This repository contains a personal collection of handwritten algorithms and data structures implemented by Pavel Khramov.
Each algorithm is written from scratch with clarity and efficiency in mind, serving both as a learning resource and a ready-to-use toolkit for algorithmic problem solving.
The collection covers fundamental computer science topics, including:
- Graph algorithms
- Sorting methods
- Data structures
- Optimization and numerical techniques
- Differential equations solve methods
- AVL Tree – Self-balancing binary search tree implementation
- Disjoint Set Union (DSU) – Union-Find structure with path compression
- Segment Tree – Efficient range query and update structure
- Hashes – Basic hashing utilities and collision handling examples
- Bucket Sort + Bubble Sort – Hybrid sorting implementation for grouped elements
- Counting Sort – Non-comparison linear-time sorting algorithm
- BFS (Breadth-First Search) – Level-order graph traversal
- DFS (Depth-First Search) – Recursive and iterative depth traversal
- Dijkstra’s Algorithm – Shortest path in weighted graphs (non-negative weights)

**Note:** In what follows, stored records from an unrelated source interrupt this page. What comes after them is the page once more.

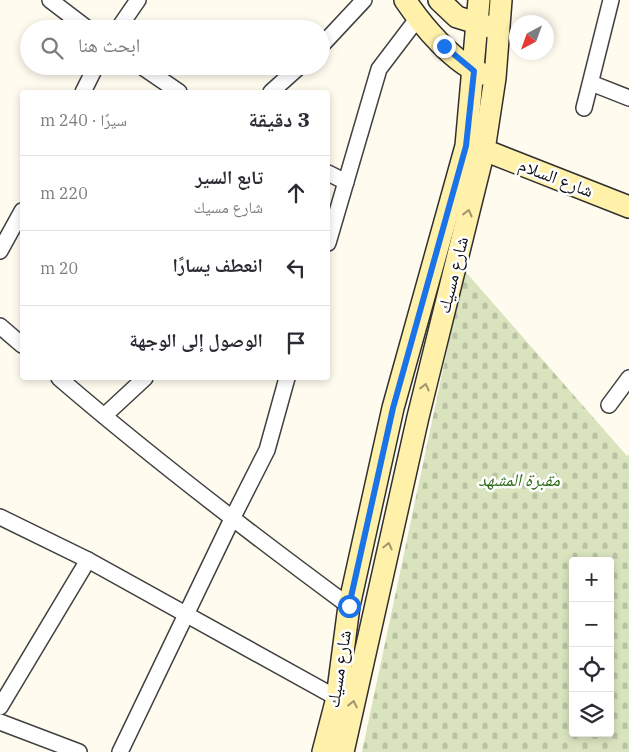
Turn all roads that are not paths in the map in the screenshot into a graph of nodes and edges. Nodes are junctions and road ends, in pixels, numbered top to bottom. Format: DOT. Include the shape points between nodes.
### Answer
graph roads {
  1 [pos="50,0"];
  2 [pos="138,0"];
  3 [pos="364,0"];
  4 [pos="405,0"];
  5 [pos="439,0"];
  6 [pos="479,0"];
  7 [pos="501,0"];
  8 [pos="611,0"];
  9 [pos="417,19"];
  10 [pos="76,20"];
  11 [pos="124,20"];
  12 [pos="488,27"];
  13 [pos="330,36"];
  14 [pos="474,71"];
  15 [pos="92,75"];
  16 [pos="154,75"];
  17 [pos="290,75"];
  18 [pos="495,78"];
  19 [pos="591,82"];
  20 [pos="84,90"];
  21 [pos="176,90"];
  22 [pos="274,90"];
  23 [pos="629,98"];
  24 [pos="584,108"];
  25 [pos="484,150"];
  26 [pos="330,174"];
  27 [pos="346,182"];
  28 [pos="629,207"];
  29 [pos="20,215"];
  30 [pos="330,236"];
  31 [pos="0,251"];
  32 [pos="0,326"];
  33 [pos="20,343"];
  34 [pos="629,378"];
  35 [pos="62,380"];
  36 [pos="143,380"];
  37 [pos="286,380"];
  38 [pos="609,405"];
  39 [pos="104,416"];
  40 [pos="0,517"];
  41 [pos="232,519"];
  42 [pos="88,560"];
  43 [pos="349,606"];
  44 [pos="188,614"];
  45 [pos="337,698"];
  46 [pos="0,707"];
  47 [pos="0,723"];
  48 [pos="79,752"];
  49 [pos="120,752"];
  50 [pos="323,752"];
  51 [pos="343,752"];
  1 -- 10 [label="street"];
  2 -- 11 [label="street"];
  3 -- 13 [label="street"];
  4 -- 9 [label="street"];
  5 -- 12 [label="street" via="457,17"];
  6 -- 12 [label="street, شارع مسيك"];
  7 -- 12 [label="street, شارع مسيك"];
  8 -- 19 [label="street"];
  9 -- 14 [label="street"];
  9 -- 27 [label="street" via="379,69"];
  12 -- 14 [label="street, شارع مسيك"];
  12 -- 18 [label="street, شارع مسيك"];
  14 -- 18 [label="street"];
  14 -- 43 [label="street, شارع مسيك" via="466,146 393,408"];
  15 -- 20 [label="street"];
  16 -- 21 [label="street"];
  17 -- 22 [label="street"];
  18 -- 25 [label="street, شارع مسيك"];
  19 -- 23 [label="street"];
  19 -- 24 [label="street"];
  25 -- 28 [label="street, شارع السلام"];
  51 -- 25 [label="street, شارع مسيك, one-way" via="418,417"];
  26 -- 27 [label="street"];
  27 -- 30 [label="street"];
  29 -- 31 [label="street"];
  32 -- 33 [label="street"];
  34 -- 38 [label="street"];
  35 -- 39 [label="street"];
  36 -- 39 [label="street"];
  37 -- 41 [label="street" via="267,450"];
  39 -- 41 [label="street"];
  40 -- 42 [label="street"];
  41 -- 43 [label="street"];
  41 -- 44 [label="street"];
  42 -- 44 [label="street"];
  42 -- 46 [label="street"];
  43 -- 45 [label="street, شارع مسيك"];
  44 -- 45 [label="street"];
  44 -- 49 [label="street"];
  45 -- 50 [label="street, شارع مسيك"];
  47 -- 48 [label="street"];
}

- Ford–Bellman Algorithm – Shortest paths with support for negative weights
- Floyd–Warshall Algorithm – All-pairs shortest paths
- Kruskal’s Algorithm – Minimum spanning tree using Union-Find structure
- Gradient Descent – Iterative optimization algorithm for minimizing functions
- Double Pointers Technique – Efficient two-pointer algorithm for array problems
- Scanline Algorithm – Line sweep technique for geometry and interval problems
- Euler method – One-step iterative method that approximates the solution of ODEs using the slope at the beginning of each interval; simple but less accurate.

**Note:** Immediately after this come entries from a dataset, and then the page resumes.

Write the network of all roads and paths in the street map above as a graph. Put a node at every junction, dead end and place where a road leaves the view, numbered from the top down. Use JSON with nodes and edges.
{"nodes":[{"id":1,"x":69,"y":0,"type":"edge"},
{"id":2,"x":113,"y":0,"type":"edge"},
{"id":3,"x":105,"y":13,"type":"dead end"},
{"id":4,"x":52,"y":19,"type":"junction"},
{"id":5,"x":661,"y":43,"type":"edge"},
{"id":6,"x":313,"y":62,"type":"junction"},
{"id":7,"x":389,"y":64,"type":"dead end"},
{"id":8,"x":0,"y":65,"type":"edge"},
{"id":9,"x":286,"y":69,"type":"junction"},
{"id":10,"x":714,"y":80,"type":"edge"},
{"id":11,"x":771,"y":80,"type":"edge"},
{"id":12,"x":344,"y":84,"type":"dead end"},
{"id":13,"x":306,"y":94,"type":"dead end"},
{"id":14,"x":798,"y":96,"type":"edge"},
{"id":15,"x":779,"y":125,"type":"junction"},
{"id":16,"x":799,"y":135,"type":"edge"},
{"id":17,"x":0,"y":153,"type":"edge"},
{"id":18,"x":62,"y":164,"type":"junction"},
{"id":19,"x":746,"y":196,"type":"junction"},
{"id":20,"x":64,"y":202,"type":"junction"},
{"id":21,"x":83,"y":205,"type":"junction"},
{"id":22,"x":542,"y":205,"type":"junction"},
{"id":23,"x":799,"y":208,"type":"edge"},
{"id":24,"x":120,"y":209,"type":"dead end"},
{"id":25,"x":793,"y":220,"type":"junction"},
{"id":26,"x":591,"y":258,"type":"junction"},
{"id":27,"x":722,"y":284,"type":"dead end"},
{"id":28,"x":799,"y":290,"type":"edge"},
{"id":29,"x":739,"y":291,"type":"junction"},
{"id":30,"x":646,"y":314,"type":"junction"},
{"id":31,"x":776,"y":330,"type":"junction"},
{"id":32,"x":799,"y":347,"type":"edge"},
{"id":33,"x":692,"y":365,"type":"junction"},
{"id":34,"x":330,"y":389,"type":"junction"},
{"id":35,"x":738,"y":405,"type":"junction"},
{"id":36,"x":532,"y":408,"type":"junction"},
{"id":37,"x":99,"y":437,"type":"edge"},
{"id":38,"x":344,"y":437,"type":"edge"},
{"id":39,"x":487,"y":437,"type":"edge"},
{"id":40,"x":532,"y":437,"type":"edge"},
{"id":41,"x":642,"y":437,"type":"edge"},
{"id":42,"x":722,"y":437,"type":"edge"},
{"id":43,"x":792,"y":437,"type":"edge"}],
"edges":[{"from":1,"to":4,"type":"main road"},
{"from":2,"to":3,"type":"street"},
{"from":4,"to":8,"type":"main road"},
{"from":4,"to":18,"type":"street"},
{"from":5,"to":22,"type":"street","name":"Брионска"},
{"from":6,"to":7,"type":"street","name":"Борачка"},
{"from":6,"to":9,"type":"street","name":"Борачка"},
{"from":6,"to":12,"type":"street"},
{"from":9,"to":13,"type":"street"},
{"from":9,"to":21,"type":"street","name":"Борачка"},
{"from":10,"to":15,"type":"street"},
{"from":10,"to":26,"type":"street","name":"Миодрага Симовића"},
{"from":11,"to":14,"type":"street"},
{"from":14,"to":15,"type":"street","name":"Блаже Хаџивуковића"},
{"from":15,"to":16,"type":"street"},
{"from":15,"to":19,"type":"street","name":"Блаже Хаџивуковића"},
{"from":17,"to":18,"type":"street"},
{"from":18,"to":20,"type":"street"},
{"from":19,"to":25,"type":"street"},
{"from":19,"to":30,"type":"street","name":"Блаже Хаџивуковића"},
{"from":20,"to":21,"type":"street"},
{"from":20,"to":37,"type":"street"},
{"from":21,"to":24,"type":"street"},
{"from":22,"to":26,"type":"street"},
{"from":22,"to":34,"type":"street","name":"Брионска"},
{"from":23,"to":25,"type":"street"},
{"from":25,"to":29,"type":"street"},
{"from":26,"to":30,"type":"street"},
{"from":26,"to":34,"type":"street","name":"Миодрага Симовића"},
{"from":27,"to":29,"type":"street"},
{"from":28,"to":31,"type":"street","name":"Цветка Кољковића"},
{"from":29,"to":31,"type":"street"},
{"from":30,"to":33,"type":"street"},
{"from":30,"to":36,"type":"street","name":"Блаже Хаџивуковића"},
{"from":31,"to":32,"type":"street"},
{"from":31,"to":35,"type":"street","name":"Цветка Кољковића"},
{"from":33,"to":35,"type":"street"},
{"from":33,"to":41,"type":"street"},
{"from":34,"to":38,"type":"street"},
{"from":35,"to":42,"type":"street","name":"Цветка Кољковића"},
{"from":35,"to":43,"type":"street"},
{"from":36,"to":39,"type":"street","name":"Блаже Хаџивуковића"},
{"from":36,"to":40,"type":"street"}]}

- Runge–Kutta method (RK4) – One-step iterative method that computes slopes at multiple points within each step to achieve higher accuracy; widely used for general-purpose ODE solving.
- Adams method – Multistep method that uses previous points’ slopes (explicit Adams–Bashforth or implicit Adams–Moulton) to predict the next value; efficient and accurate for longer intervals, often initialized with a one-step method.
You can import and test each algorithm individually.